The underscored projects or applications are those I select to justify the classification. E-working, in the basics cell, is about use of the internet and BA’s intranet to convey company information to employees, to provide answers to frequently asked questions, to automate training and so on. It should reduce administrative costs, simplify daily work activities and improve information flow across the corporation. It is thus a basic investment, useful – probably valued over time – but probably will not make or break BA’s competitiveness.

E-procurement, in the competitiveness cell, may promise more than it achieves, as others have found, but with potential to reduce costs in an industry where profits are not easily made, to reduce spares and consumables replenishment time, and to improve co-ordination in the aircraft supply chain, it can be seen as an important defensive action in the daily battle for competitiveness.

“Queue Buster”, in the experiments cell, is a new technology experiment where a cybernaut-like check-in agent uses around the body keyboard, display unit and battery to complete on the spot check-ins. Sort of “wacky”, it represents an experiment to re-engineer a core sub-process with advanced technology and learn what might be possible, including user and customer reactions.

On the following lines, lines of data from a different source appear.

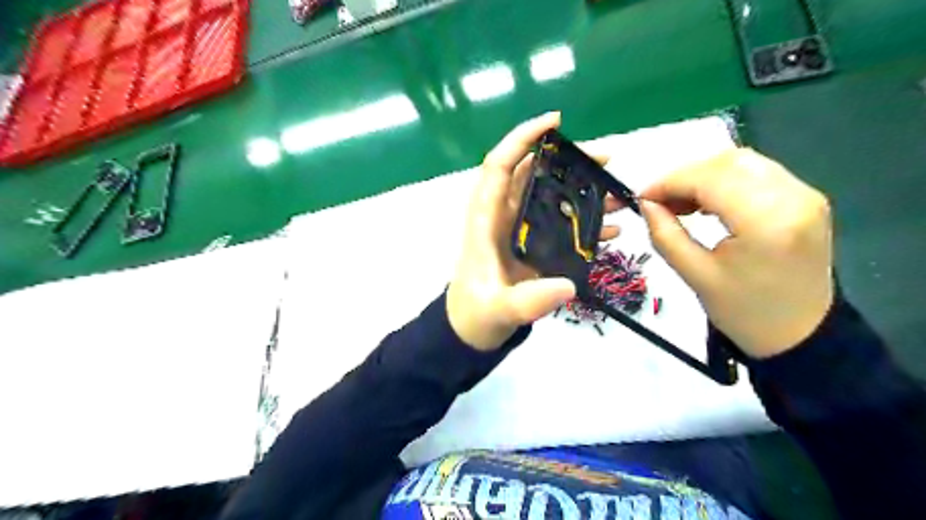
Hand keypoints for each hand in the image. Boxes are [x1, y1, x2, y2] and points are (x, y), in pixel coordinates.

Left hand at [448, 111, 616, 351]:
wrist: (473, 330)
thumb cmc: (476, 313)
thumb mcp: (498, 309)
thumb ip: (528, 301)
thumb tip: (567, 286)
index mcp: (486, 219)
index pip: (500, 165)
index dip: (523, 138)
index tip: (555, 122)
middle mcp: (503, 216)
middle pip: (534, 174)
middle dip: (569, 161)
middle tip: (607, 159)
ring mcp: (520, 230)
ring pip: (551, 197)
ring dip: (583, 191)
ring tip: (618, 194)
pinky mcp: (533, 245)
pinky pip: (560, 224)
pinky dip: (584, 223)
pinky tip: (610, 231)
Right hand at [642, 147, 835, 357]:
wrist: (800, 334)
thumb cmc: (744, 312)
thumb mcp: (695, 276)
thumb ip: (666, 235)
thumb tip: (646, 204)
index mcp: (767, 222)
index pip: (710, 179)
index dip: (669, 182)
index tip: (641, 197)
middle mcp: (793, 197)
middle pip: (728, 162)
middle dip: (684, 176)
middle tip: (658, 201)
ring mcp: (805, 195)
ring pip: (742, 163)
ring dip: (703, 176)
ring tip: (679, 203)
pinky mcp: (806, 199)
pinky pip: (757, 174)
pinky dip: (724, 181)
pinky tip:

Opodo.com, in the visions cell, is an important joint venture across European airlines to create an online travel portal. I classify it in the vision cell because it attacks other non-airline portals in the internet space, it is explicitly designed to exploit network structures to sell air travel related services as well as seats on planes, and it is one move, among others, to disintermediate travel agents.

BA might conclude from Fig.5 that the portfolio has a good balance between today and tomorrow. Today-focused projects outnumber tomorrow-focused ones, which makes sense when the company is seeking to restore profitability in a highly competitive market-place. However, as BA recognises that e-commerce and the Internet represent threats as much as opportunities in the next few years, they could be expected to maintain investment in some low risk experiments and in one or two visions for changing their position in the marketplace. If capital becomes heavily rationed and today’s performance and cash flow dominate the agenda, then a second hard look might be taken at the experiments and business performance targets set for the vision projects as well as the competitiveness ones.

Conclusion

It is conventional wisdom and practice to think of the information systems plan as an applications development portfolio. Suggestions have been made over the year about the structure of these portfolios, for example looking at project risks (McFarlan) or application types (Earl, 1989). As the theory and practice of strategy-making, in both the business and IT domains, have evolved it is perhaps useful to revisit these ideas.

One perspective is time. In bad times we worry that the short-term drives out the long term. In heady times, the emphasis seems often to be the reverse. The T-Portfolio attempts to explicitly and formally examine how a firm is competing for today and for tomorrow. It seeks both to ensure that each timeframe is not subjugated by the other and to provide a tool to engage in executive discussion about the appropriate balance at different times.

It also recognises that IT can both support and shape business strategy. Often it is the support aspect which dominates executive-thinking in both business and IT strategy-making. As a planning tool or an audit tool, the T-Portfolio may help ensure these twin enabling contributions of IT are properly examined. It would seem able to accompany any style or process of strategy-making.